[Welcome to the third installment of our gambling/investing series. Just in case you missed them, feel free to read Part One and Part Two.]
We’ve already determined that gambling and investing are remarkably similar from a definitional point of view. It’s easy to see why investing would fall under the definitional umbrella of gambling.
But this isn’t just a word game. The two concepts share a few other similarities, bringing the arguments of those who claim a distinction into question. Let’s look at a few of the traits the two practices share in common.
Risk/Reward Assessment. Both gambling and investing require the participant to make probability assessments and to weight the likelihood of different possible occurrences in light of potential rewards (or losses). James G. Lainas wrote an interesting Honor’s thesis on gambling and investing, “An Inescapable Truth: Finance is Gambling” in which he observes this similarity and others in detail.
Consider a blackjack player who is holding a “hard sixteen” (a ten/face card and a six) against a dealer who is showing a seven. An educated player recognizes that the odds are stacked against her and that taking another card is a marginally better decision than staying on sixteen. A player who has been closely observing the cards dealt and who has an idea of its remaining composition (i.e. a card reader) may shift the play to staying on sixteen based on the information he has.

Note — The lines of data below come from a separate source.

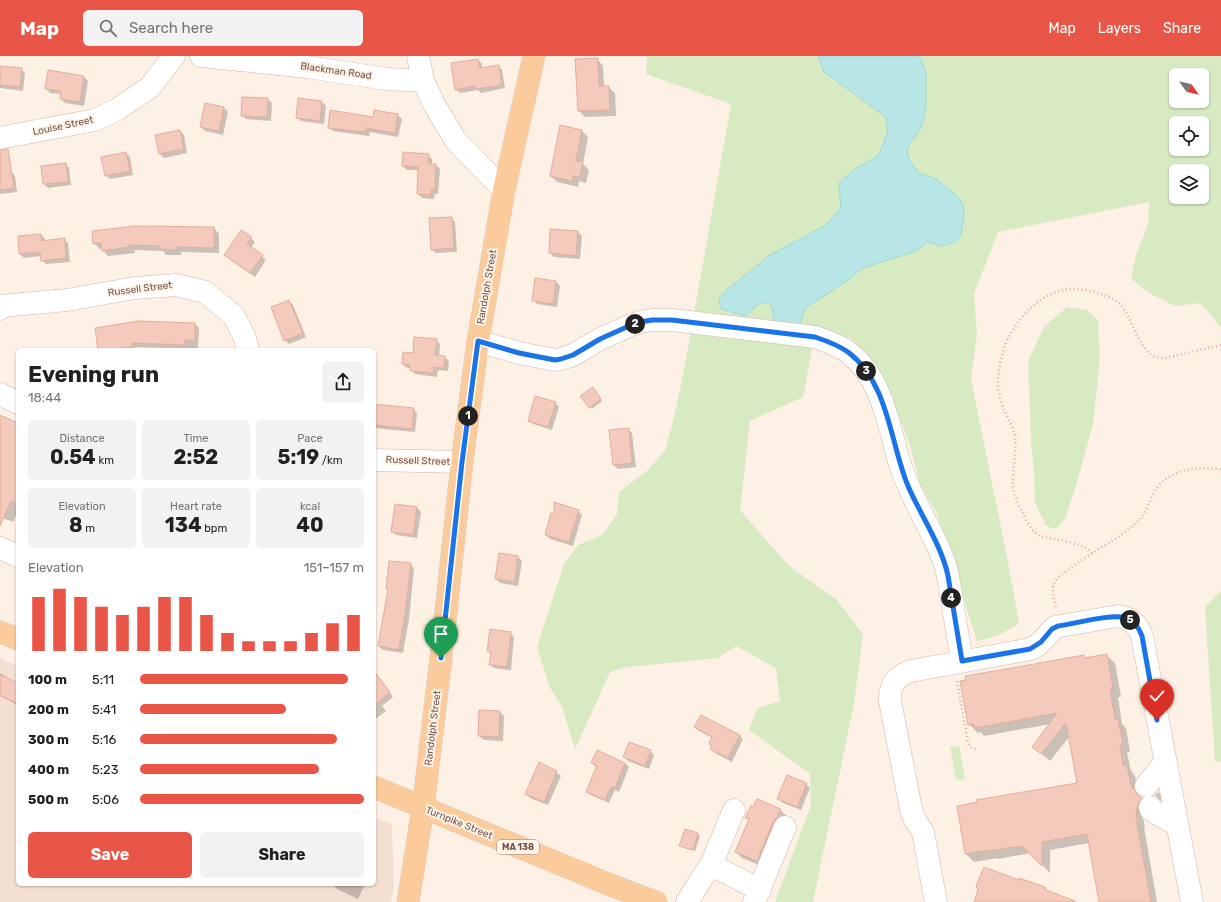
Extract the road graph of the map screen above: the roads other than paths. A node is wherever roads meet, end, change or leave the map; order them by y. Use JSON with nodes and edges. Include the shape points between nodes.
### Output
{"nodes":[{"id":1,"x":174,"y":56,"type":"edge"},
{"id":2,"x":202,"y":56,"type":"edge"},
{"id":3,"x":418,"y":56,"type":"edge"},
{"id":4,"x":534,"y":56,"type":"edge"},
{"id":5,"x":423,"y":81,"type":"junction"},
{"id":6,"x":0,"y":138,"type":"edge"},
{"id":7,"x":504,"y":190,"type":"junction"},
{"id":8,"x":1,"y":308,"type":"edge"},
{"id":9,"x":478,"y":341,"type":"junction"},
{"id":10,"x":248,"y":348,"type":"edge"},
{"id":11,"x":0,"y":394,"type":"edge"},
{"id":12,"x":16,"y":402,"type":"edge"},
{"id":13,"x":376,"y":460,"type":"edge"},
{"id":14,"x":462,"y":462,"type":"junction"},
{"id":15,"x":0,"y":548,"type":"edge"},
{"id":16,"x":16,"y":555,"type":"edge"},
{"id":17,"x":0,"y":632,"type":"edge"},
{"id":18,"x":16,"y":638,"type":"edge"},
{"id":19,"x":960,"y":670,"type":"junction"},
{"id":20,"x":1165,"y":762,"type":"junction"},
{"id":21,"x":1146,"y":786,"type":"dead end"},
{"id":22,"x":376,"y":788,"type":"edge"},
{"id":23,"x":1150,"y":807,"type":"dead end"},
{"id":24,"x":423,"y":808,"type":"junction"},
{"id":25,"x":734,"y":810,"type":"dead end"},
{"id":26,"x":1177,"y":825,"type":"junction"},
{"id":27,"x":785,"y":826,"type":"dead end"},
{"id":28,"x":711,"y":865,"type":"junction"},
{"id":29,"x":934,"y":895,"type":"edge"},
{"id":30,"x":757,"y":896,"type":"edge"},
{"id":31,"x":408,"y":902,"type":"edge"},
{"id":32,"x":656,"y":902,"type":"edge"},
{"id":33,"x":687,"y":902,"type":"edge"},
{"id":34,"x":1192,"y":902,"type":"edge"}],
"edges":[{"from":1,"to":6,"type":"street","name":"Louise Street","via":[[150,87],[118,109],[95,120]]},
{"from":2,"to":5,"type":"street","name":"Blackman Road","via":[[307,67],[387,79]]},
{"from":3,"to":5,"type":"street"},
{"from":4,"to":7,"type":"main road","name":"Randolph Street"},
{"from":5,"to":7,"type":"street","via":[[456,141]]},
{"from":7,"to":9,"type":"main road","name":"Randolph Street"},
{"from":8,"to":10,"type":"street","name":"Russell Street","via":[[135,288],[176,285],[204,292],[234,316]]},
{"from":9,"to":14,"type":"main road","name":"Randolph Street"},
{"from":9,"to":19,"type":"street","via":[[542,358],[561,359],[640,322],[672,320],[815,337],[829,341],[848,352],[877,389],[904,475],[944,563],[948,576]]},
{"from":11,"to":12,"type":"street"},
{"from":13,"to":14,"type":"street","name":"Russell Street"},
{"from":14,"to":24,"type":"main road","name":"Randolph Street"},
{"from":15,"to":16,"type":"street"},
{"from":17,"to":18,"type":"main road"},
{"from":19,"to":20,"type":"street","via":[[1030,649],[1041,642],[1052,629],[1057,616],[1118,616],[1130,620],[1138,626],[1142,636]]},
{"from":19,"to":29,"type":"street","via":[[906,672],[894,681],[889,696],[911,809],[923,832]]},
{"from":20,"to":21,"type":"street"},
{"from":20,"to":26,"type":"street"},
{"from":22,"to":24,"type":"main road","name":"Turnpike Street","number":"MA 138"},
{"from":23,"to":26,"type":"street"},
{"from":24,"to":31,"type":"main road","name":"Randolph Street"},
{"from":24,"to":32,"type":"main road","name":"Turnpike Street","number":"MA 138"},
{"from":25,"to":28,"type":"street"},
{"from":26,"to":34,"type":"street"},
{"from":27,"to":30,"type":"street"},
{"from":28,"to":30,"type":"street"},
{"from":28,"to":33,"type":"street"}]}
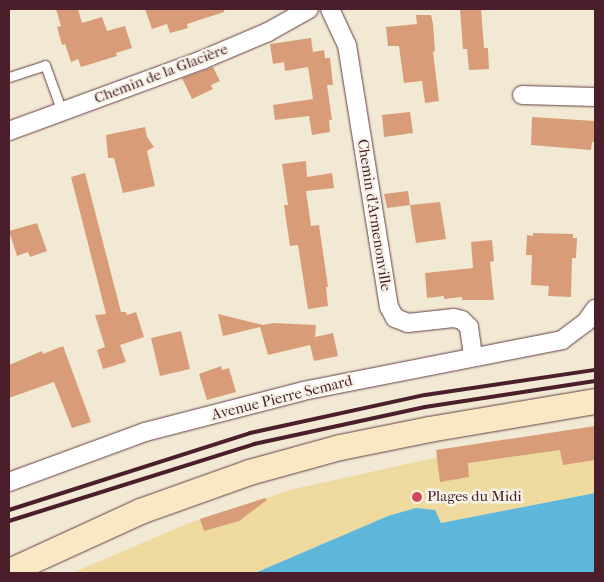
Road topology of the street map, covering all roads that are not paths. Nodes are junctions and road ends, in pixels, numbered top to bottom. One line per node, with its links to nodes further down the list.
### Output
1 (309, 9): 6 (street, Chemin de la Glacière)
2 (330, 9): 9 (street, Chemin d'Armenonville)
3 (9, 77): 6 (lane)
4 (522, 95): 5 (street)
5 (595, 97)
6 (62, 112): 7 (street, Chemin de la Glacière)
7 (9, 131)
8 (595, 309): 9 (street, Avenue Pierre Semard)
9 (473, 356): 11 (street, Avenue Pierre Semard)
10 (595, 401): 12 (main road)
11 (9, 482)
12 (9, 571)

In either case, the decision isn’t random guesswork. It involves an assessment of probable outcomes and potential rewards and risks. It’s not much different than the investor who analyzes conditions in order to make a stay/sell decision on a stock in her portfolio.
Don’t get me wrong, they aren’t identical situations and the probabilities involved may be radically different. The underlying thinking, however, is similar.
Knowledge is Power. Both gambling and investment tend to treat well-informed participants more generously than ignorant ones. It’s possible to make money in the stock market by throwing a dart at the quotes in the morning paper, but you’re more likely to experience success if you carefully evaluate potential purchases and companies.
The same holds true in many gambling situations. Consider sports betting. Much like stock purchasing, there are no sure things. However, the player who carefully analyzes situations, match-ups, injuries and past performance will have a leg up on the person who chooses a winner based on the color of jersey that team wears. In the short run, the “I like red jerseys” bettor might get lucky. In the long run, the informed gambler is likely to do better.
This is often overlooked by those who draw a sharp contrast between wagering and investing. They like to make that argument by using examples of betting that are more divorced from investing than others. It’s easy to find a distinction between the two when you’re looking at “betting on a coin flip” vs. choosing a mutual fund.
The line is blurred to the point of erasure, however, when your comparing a stock buyer to a serious horse handicapper.
Systems and Psychology. Gamblers are notorious for their “systems”. The only people more likely to believe in foolproof ways to win? Investors.
Members of both groups, occasionally, stumble upon good ways to maximize the chance of “winning”. The problem? Both groups have members who are prone to deviate from their rational planning in the face of unexpected results or fluctuations.
Investment experts will remind you to invest with your head, not your heart. Serious gamblers will tell you to bet with your head, not your heart. The psychology of the two endeavors and its impact on results is very similar.
We’ll undoubtedly uncover a few more similarities tomorrow when we start directly addressing some of the arguments that claim gambling and investment are dissimilar.